Canada’s controversial impaired driving reforms are now a month old
Published: July 17, 2018
Much of the news has been dominated by distracted driving increases in Canada. Fatalities involving distracted driving have overtaken those involving impaired driving. Of course, that does not mean drink driving is not a massive issue and we are now a month into Canada’s new controversial impaired driving laws.
Bill C-46 was officially introduced to tackle drink and drug impairment, giving police powerful methods to combat impaired drivers. A month into the laws, many people still disagree with their implementation.
Starting this December, police will be able to enforce a roadside breath test for any driver, regardless of suspicion. Under the current system, reasonable suspicious is needed to demand a breath test. For drivers who refuse to take a test, a criminal charge will follow.
This controversial law is not implemented yet, but lawmakers, politicians and drivers are worried it violates the Chartered protection against unreasonable search. The government retorts that random on the spot breath tests are used in other countries and have resulted in a major decrease in impaired driving numbers.
One Bill C-46 law that is already in place allows police officers to use screening devices that test saliva of drivers they have stopped. This test is designed to find the presence of cocaine, methamphetamine and THC, the main psychoactive ingredient in cannabis. Police are not permitted to conduct random tests for saliva screening.
With marijuana set to become legal for recreational use across Canada in October, how authorities manage impaired driving from cannabis is a crucial talking point. The new laws set a level for THC in the blood within two hours of driving. This allows police to place an impaired driving charge based exclusively on the results of a blood test. In other words, not other proof of impairment is needed.

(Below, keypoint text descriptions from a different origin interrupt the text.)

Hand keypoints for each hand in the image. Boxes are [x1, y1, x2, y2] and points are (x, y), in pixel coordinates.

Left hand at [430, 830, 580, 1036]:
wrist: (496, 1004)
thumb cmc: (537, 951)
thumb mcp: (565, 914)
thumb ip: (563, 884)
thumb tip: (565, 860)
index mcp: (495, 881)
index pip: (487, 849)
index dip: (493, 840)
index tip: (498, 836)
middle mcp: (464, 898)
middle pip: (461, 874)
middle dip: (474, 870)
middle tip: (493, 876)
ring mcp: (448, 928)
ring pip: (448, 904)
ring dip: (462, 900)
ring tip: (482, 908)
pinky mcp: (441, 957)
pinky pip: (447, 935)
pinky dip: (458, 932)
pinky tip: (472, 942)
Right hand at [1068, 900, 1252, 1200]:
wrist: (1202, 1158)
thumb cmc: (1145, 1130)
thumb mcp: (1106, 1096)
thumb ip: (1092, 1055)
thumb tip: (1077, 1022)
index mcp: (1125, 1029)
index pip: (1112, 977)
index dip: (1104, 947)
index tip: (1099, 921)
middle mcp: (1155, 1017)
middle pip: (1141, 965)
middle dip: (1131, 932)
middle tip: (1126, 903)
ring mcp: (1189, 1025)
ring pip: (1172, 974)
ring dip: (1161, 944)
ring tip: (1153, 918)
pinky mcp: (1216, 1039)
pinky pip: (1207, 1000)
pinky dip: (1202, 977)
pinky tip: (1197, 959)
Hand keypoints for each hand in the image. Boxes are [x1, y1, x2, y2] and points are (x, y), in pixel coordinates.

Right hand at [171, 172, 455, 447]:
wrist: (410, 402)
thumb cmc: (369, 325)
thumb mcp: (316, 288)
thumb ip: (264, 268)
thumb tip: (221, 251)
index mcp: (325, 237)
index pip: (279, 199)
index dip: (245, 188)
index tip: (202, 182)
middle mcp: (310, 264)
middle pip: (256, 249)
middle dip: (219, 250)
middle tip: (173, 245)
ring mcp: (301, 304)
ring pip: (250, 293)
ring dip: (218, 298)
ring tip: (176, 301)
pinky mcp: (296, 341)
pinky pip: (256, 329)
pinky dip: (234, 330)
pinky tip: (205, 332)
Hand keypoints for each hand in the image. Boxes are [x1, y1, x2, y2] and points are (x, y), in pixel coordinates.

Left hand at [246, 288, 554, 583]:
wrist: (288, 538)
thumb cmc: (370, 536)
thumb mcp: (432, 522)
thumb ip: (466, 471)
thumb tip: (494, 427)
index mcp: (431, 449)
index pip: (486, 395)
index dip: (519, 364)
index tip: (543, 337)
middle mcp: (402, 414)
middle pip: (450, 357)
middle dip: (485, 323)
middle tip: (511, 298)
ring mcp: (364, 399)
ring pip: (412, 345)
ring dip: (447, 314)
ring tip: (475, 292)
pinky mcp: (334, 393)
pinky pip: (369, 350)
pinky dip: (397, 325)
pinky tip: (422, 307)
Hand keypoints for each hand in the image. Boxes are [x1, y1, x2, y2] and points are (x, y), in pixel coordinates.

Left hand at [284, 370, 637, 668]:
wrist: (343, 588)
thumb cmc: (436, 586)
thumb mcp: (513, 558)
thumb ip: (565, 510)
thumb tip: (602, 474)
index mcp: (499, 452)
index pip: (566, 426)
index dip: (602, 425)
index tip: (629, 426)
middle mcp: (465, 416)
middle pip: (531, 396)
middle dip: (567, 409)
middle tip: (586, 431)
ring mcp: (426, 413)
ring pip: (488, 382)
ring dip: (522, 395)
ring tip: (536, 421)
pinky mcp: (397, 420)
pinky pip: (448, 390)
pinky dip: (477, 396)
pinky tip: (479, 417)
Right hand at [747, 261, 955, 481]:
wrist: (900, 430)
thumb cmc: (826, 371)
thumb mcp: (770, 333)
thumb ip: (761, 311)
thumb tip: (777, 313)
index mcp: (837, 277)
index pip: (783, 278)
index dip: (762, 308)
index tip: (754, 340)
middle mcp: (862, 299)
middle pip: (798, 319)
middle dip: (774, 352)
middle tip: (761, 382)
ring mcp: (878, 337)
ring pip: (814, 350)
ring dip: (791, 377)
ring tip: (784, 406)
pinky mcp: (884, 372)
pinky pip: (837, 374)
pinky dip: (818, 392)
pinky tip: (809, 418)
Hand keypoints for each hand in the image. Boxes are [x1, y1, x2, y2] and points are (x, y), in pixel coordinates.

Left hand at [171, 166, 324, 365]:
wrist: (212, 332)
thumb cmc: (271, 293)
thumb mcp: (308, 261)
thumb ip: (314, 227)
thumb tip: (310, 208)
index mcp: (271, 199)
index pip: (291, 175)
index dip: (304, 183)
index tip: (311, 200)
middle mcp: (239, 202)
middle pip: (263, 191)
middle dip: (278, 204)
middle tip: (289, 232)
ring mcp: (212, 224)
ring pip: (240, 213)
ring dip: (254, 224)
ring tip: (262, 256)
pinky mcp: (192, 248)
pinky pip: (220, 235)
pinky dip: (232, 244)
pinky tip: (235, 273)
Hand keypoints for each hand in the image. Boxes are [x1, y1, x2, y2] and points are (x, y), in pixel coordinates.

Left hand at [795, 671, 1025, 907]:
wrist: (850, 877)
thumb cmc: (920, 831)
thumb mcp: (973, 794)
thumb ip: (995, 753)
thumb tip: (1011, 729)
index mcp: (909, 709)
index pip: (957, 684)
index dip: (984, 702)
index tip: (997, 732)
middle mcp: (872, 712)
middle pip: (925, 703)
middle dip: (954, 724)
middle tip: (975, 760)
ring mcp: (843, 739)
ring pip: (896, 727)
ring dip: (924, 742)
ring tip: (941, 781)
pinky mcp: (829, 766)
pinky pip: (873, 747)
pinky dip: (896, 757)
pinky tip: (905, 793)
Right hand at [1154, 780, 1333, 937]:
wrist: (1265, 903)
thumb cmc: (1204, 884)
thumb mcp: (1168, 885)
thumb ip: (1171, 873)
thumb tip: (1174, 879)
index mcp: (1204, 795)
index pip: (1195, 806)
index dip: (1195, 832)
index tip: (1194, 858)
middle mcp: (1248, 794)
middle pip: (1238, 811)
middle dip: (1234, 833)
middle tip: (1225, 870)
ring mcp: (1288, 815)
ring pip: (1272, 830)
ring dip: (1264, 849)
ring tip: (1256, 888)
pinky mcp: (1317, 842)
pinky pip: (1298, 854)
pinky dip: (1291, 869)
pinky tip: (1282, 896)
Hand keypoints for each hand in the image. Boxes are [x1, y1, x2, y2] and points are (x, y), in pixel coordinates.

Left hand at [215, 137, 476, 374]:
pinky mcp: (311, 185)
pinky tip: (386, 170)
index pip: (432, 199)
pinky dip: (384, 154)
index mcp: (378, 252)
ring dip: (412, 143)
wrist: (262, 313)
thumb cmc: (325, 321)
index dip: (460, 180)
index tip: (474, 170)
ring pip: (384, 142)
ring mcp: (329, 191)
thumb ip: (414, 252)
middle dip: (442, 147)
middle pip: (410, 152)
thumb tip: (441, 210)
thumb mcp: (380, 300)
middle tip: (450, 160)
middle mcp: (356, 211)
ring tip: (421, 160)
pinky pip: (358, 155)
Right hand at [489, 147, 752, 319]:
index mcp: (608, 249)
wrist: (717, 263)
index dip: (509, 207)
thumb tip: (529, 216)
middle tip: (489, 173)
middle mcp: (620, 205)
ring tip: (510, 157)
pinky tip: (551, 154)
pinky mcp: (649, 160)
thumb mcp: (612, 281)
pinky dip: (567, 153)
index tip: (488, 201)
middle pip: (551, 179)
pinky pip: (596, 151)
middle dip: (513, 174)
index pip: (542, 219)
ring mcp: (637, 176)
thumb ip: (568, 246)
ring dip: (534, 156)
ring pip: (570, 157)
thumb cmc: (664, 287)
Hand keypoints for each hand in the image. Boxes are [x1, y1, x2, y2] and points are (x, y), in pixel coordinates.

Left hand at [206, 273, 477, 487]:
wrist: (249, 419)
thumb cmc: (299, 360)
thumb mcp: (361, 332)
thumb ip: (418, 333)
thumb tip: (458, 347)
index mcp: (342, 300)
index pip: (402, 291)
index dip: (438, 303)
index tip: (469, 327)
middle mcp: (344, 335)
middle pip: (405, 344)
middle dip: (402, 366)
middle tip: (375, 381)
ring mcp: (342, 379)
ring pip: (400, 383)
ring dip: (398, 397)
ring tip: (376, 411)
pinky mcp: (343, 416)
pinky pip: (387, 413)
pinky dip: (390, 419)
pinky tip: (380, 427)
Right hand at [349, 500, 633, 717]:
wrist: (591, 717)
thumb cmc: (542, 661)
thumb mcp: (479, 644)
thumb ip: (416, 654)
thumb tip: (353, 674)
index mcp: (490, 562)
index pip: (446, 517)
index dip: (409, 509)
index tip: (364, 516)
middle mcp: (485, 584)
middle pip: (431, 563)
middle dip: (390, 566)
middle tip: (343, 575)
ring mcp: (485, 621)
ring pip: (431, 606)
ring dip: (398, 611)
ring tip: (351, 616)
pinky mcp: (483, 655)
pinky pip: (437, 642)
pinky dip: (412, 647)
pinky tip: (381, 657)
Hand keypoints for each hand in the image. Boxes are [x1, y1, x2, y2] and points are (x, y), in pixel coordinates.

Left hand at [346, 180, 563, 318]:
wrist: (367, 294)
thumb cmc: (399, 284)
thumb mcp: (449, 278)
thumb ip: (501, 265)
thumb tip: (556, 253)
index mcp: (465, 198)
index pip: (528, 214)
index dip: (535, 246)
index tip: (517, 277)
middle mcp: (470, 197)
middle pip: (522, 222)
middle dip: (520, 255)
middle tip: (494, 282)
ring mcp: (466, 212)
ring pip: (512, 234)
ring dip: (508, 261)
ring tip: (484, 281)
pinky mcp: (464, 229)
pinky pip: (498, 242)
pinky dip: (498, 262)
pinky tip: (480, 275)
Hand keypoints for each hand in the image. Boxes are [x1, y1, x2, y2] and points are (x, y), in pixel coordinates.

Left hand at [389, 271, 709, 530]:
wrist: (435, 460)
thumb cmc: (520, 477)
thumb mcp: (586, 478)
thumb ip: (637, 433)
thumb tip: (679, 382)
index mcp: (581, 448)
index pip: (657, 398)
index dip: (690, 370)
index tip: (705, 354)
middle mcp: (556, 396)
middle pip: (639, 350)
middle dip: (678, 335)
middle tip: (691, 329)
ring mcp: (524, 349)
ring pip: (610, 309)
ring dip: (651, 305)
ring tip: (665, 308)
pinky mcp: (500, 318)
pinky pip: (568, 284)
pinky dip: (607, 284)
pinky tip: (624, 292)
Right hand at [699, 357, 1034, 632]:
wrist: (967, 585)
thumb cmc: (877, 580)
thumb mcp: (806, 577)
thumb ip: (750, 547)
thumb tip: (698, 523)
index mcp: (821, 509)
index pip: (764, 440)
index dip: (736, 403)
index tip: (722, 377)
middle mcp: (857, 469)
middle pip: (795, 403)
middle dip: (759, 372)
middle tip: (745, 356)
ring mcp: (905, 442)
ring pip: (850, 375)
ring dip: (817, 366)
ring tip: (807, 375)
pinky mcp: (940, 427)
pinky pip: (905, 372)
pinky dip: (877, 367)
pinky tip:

Canada is essentially adopting a system it has used for alcohol for year, but porting it to THC blood testing. The government has offered its levels, based on nanograms per millilitre of blood:
- A THC level between 2 and 5 ng would be a lower-level offence with a fine of up to $1000;
- A THC level above 5 ng would come with the same penalties as an alcohol-impaired driving conviction, including mandatory minimum penalties of a $1000 fine on a first offence, 30 days imprisonment on a second offence and 120 days imprisonment on a third offence;
A mixture of a THC level above 2.5 ng and a blood alcohol concentration above 50 mg per 100 mL would have the same penalties as above.